1) I'd have liked if you would have dived into those cases where you do actually flush the CPU cache. I've run into this maybe once or twice in my entire career, and this was while doing MIPS kernel drivers. I'm guessing it would be cool for the audience to understand what shenanigans are needed to actually require it, particularly as more people will be transitioning from x86 to ARM.
2) You are ascribing meaning to volatile which it absolutely does not have (in C/C++). You really should be going deeper into read/store memory barriers. Using volatile in the hope that this allows you to do some kind of synchronization is misguided.
The classic case where you need to do a cache flush is when you're a JIT writing out native code. Once you've written the instructions into memory you need to clean the data cache [ie ensure that your changes are made visible to anything 'below' you in the memory hierarchy] and invalidate the icache [ie throw away any info you have], so that when the CPU starts to execute instructions from the memory you've just written it doesn't get the stale old versions that might otherwise be in the icache. In fact you only need to clean data out to the point in the memory hierarchy where the icache and the dcache for all your cores come together, which is probably not the same as "write it all really back to system RAM" but is basically indistinguishable from such by the programmer.
NB that x86 maintains coherency between icache and dcache (unlike ARM, say), so you don't need to do this on that CPU architecture.
You are absolutely right that volatile is inadequate for ordering C/C++ concurrent algorithms, and memory barriers/fences are additionally required. I tried to focus on the hardware in this article.
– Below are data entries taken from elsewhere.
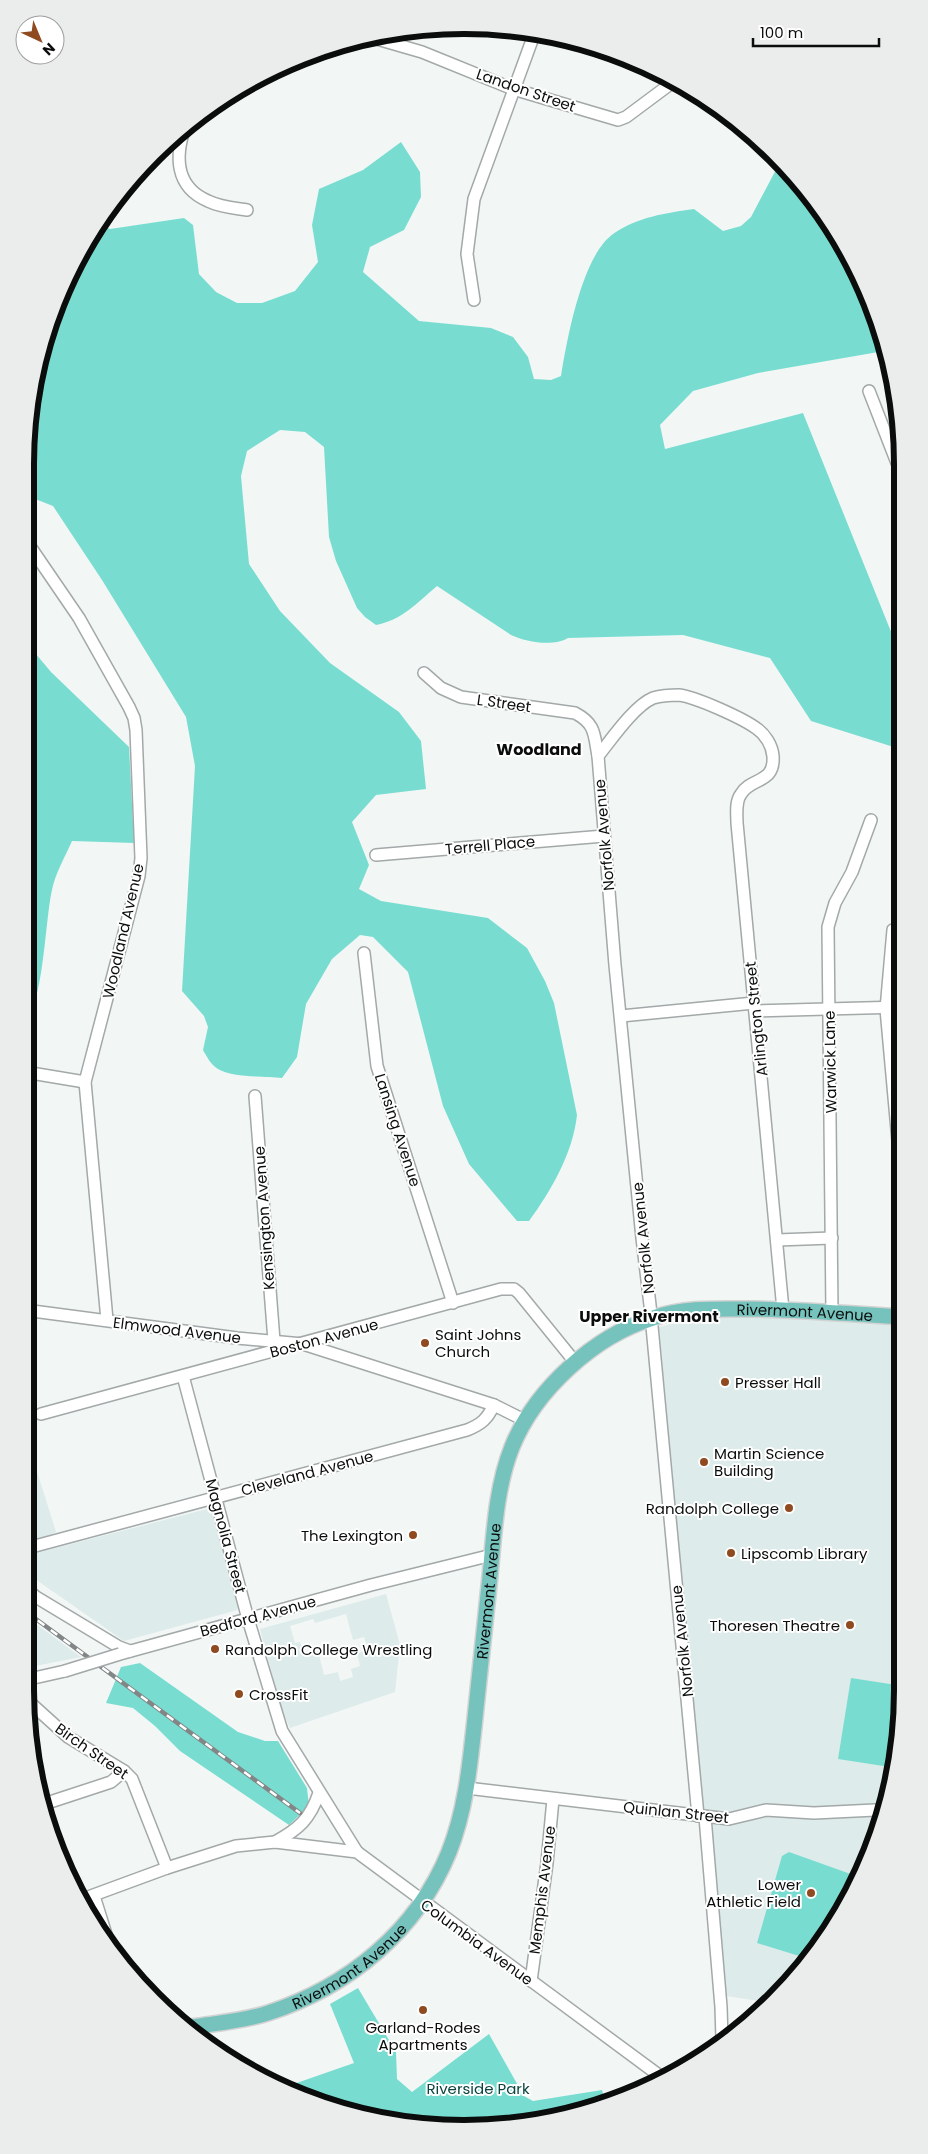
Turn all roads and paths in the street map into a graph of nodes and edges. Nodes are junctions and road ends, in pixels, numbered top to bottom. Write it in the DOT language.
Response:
graph roads {
  1 [pos="532,39"];
  2 [pos="385,41"];
  3 [pos="668,85"];
  4 [pos="513,89"];
  5 [pos="181,140"];
  6 [pos="247,210"];
  7 [pos="474,300"];
  8 [pos="869,391"];
  9 [pos="894,454"];
  10 [pos="34,551"];
  11 [pos="424,673"];
  12 [pos="589,722"];
  13 [pos="598,756"];
  14 [pos="871,820"];
  15 [pos="604,836"];
  16 [pos="376,855"];
  17 [pos="894,952"];
  18 [pos="364,953"];
  19 [pos="755,1007"];
  20 [pos="894,1008"];
  21 [pos="886,1009"];
  22 [pos="830,1010"];
  23 [pos="621,1016"];
  24 [pos="34,1074"];
  25 [pos="85,1082"];
  26 [pos="254,1096"];
  27 [pos="894,1097"];
  28 [pos="832,1238"];
  29 [pos="777,1240"];
  30 [pos="453,1303"];
  31 [pos="783,1310"];
  32 [pos="34,1311"];
  33 [pos="832,1312"];
  34 [pos="894,1317"];
  35 [pos="652,1318"];
  36 [pos="106,1320"];
  37 [pos="274,1341"];
  38 [pos="303,1344"];
  39 [pos="575,1362"];
  40 [pos="183,1376"];
  41 [pos="494,1405"];
  42 [pos="42,1414"];
  43 [pos="526,1421"];
  44 [pos="216,1497"];
  45 [pos="34,1547"];
  46 [pos="492,1555"];
  47 [pos="34,1595"];
  48 [pos="248,1619"];
  49 [pos="125,1653"];
  50 [pos="34,1678"];
  51 [pos="35,1707"];
  52 [pos="124,1772"];
  53 [pos="467,1788"];
  54 [pos="319,1793"];
  55 [pos="553,1799"];
  56 [pos="49,1803"];
  57 [pos="877,1811"];
  58 [pos="702,1816"];
  59 [pos="276,1842"];
  60 [pos="357,1852"];
  61 [pos="167,1868"];
  62 [pos="94,1896"];
  63 [pos="87,1898"];
  64 [pos="422,1901"];
  65 [pos="103,1924"];
  66 [pos="531,1981"];
  67 [pos="196,2026"];
  68 [pos="722,2034"];
  69 [pos="657,2074"];
  1 -- 4 [label="street"];
  2 -- 4 [label="street, Landon Street"];
  3 -- 4 [label="street, Landon Street"];
  4 -- 7 [label="street"];
  5 -- 6 [label="street"];
  8 -- 9 [label="street"];
  10 -- 25 [label="street, Woodland Avenue"];
  11 -- 12 [label="street, L Street"];
  12 -- 13 [label="street, Norfolk Avenue"];
  13 -- 15 [label="street, Norfolk Avenue"];
  13 -- 19 [label="street, Arlington Street"];
  14 -- 22 [label="street, Warwick Lane"];
  15 -- 16 [label="street, Terrell Place"];
  15 -- 23 [label="street, Norfolk Avenue"];
  17 -- 21 [label="street"];
  18 -- 30 [label="street, Lansing Avenue"];
  19 -- 22 [label="street"];
  19 -- 23 [label="street"];
  19 -- 29 [label="street, Arlington Street"];
  20 -- 21 [label="street"];
  21 -- 22 [label="street"];
  21 -- 27 [label="street"];
  22 -- 28 [label="street, Warwick Lane"];
  23 -- 35 [label="street, Norfolk Avenue"];
  24 -- 25 [label="street"];
  25 -- 36 [label="street, Woodland Avenue"];
  26 -- 37 [label="street, Kensington Avenue"];
  28 -- 29 [label="street"];
  28 -- 33 [label="street, Warwick Lane"];
  29 -- 31 [label="street, Arlington Street"];
  30 -- 38 [label="street, Boston Avenue"];
  30 -- 39 [label="street, Boston Avenue"];
  31 -- 33 [label="main road, Rivermont Avenue"];
  31 -- 35 [label="main road, Rivermont Avenue"];
  32 -- 36 [label="street, Elmwood Avenue"];
  33 -- 34 [label="main road, Rivermont Avenue"];
  35 -- 39 [label="main road, Rivermont Avenue"];
  35 -- 58 [label="street, Norfolk Avenue"];
  36 -- 37 [label="street, Elmwood Avenue"];
  37 -- 38 [label="street, Elmwood Avenue"];
  38 -- 40 [label="street, Boston Avenue"];
  38 -- 41 [label="street, Elmwood Avenue"];
  39 -- 43 [label="main road, Rivermont Avenue"];
  40 -- 42 [label="street, Boston Avenue"];
  40 -- 44 [label="street, Magnolia Street"];
  41 -- 43 [label="street, Elmwood Avenue"];
  41 -- 44 [label="street, Cleveland Avenue"];
  43 -- 46 [label="main road, Rivermont Avenue"];
  44 -- 45 [label="street, Cleveland Avenue"];
  44 -- 48 [label="street, Magnolia Street"];
  46 -- 48 [label="street, Bedford Avenue"];
  46 -- 53 [label="main road, Rivermont Avenue"];
  47 -- 49 [label="street"];
  48 -- 49 [label="street, Bedford Avenue"];
  48 -- 54 [label="street, Magnolia Street"];
  49 -- 50 [label="street, Bedford Avenue, bridge"];
  51 -- 52 [label="street, Birch Street"];
  52 -- 56 [label="street"];
  52 -- 61 [label="street, Birch Street"];
  53 -- 55 [label="street, Quinlan Street"];
  53 -- 64 [label="main road, Rivermont Avenue"];
  54 -- 59 [label="street, Columbia Avenue"];
  54 -- 60 [label="street, Magnolia Street"];
  55 -- 58 [label="street, Quinlan Street"];
  55 -- 66 [label="street, Memphis Avenue"];
  57 -- 58 [label="street, Quinlan Street"];
  58 -- 68 [label="street, Norfolk Avenue"];
  59 -- 60 [label="street, Columbia Avenue"];
  59 -- 61 [label="street, Columbia Avenue"];
  60 -- 64 [label="street, Columbia Avenue"];
  61 -- 62 [label="street, Columbia Avenue"];
  62 -- 63 [label="street, Columbia Avenue"];
  62 -- 65 [label="street"];
  64 -- 66 [label="street, Columbia Avenue"];
  64 -- 67 [label="main road, Rivermont Avenue"];
  66 -- 69 [label="street, Columbia Avenue"];
}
"Even from highly experienced technologists I often hear talk about how certain operations cause a CPU cache to "flush"."
Ok.
"This style of memory management is known as write-back whereby data in the cache is only written back to main-memory when the cache-line is evicted because a new line is taking its place."
That sounds like a flush to me. Modified data is written back (or flushed) to main memory.
"I think we can safely say that we never "flush" the CPU cache within our programs."
Maybe not explicitly, but a write-back is triggered by "certain operations," (see the first quotation above).
So it sounds like the real "fallacy" the article is discussing is the idea that a cache flush is something that a program explicitly does. That would indeed be a fallacy, but I have never heard anyone claim this.
On the upside, the article does give a lot of really nice details about the memory hierarchy of modern architectures (this stuff falls out of date quickly). I had no idea the Memory Order Buffers could hold 64 concurrent loads and 36 concurrent stores.
"Cache flush" usually refers to the idea that all of the lines in the cache are written back to memory or otherwise invalidated. Writing back a single line is usually called an eviction or writeback.
"That sounds like a flush to me. Modified data is written back (or flushed) to main memory."
That's one possible meaning of "flush"; however it's common to use it to mean not just "push dirty stuff out" but also "all your data is stale so drop it on the floor and refetch from the level below if anybody asks for it later". On x86 the "CLFLUSH" instruction does both "write modified data out to the level below" and "forget about the possibly stale cached copy you have". ARM generally avoids the term "flush" altogether and talks about "Invalidate" and "Clean" operations (where "Clean and Invalidate" does roughly the same as the x86 "CLFLUSH").
I guess this sounds a bit like nitpicking, except that in my experience if you're down at the level where you need to really care about what the cache is doing you probably also need to be precise in discussion of exactly what (possibly architecture specific) operations you're doing to your cache.
"When hyperthreading is enabled these registers are shared between the co-located hyperthreads."
How does that work? I thought each HT had its own registers - otherwise, wouldn't that add a lot of complication and overhead? And does that mean if I disable HT, a program can double the available registers? Wouldn't that need different machine code?
Renamed registers for OoOE, not architectural registers. These number over 100 (200-300 counting FP/SSE) for modern x86 CPUs.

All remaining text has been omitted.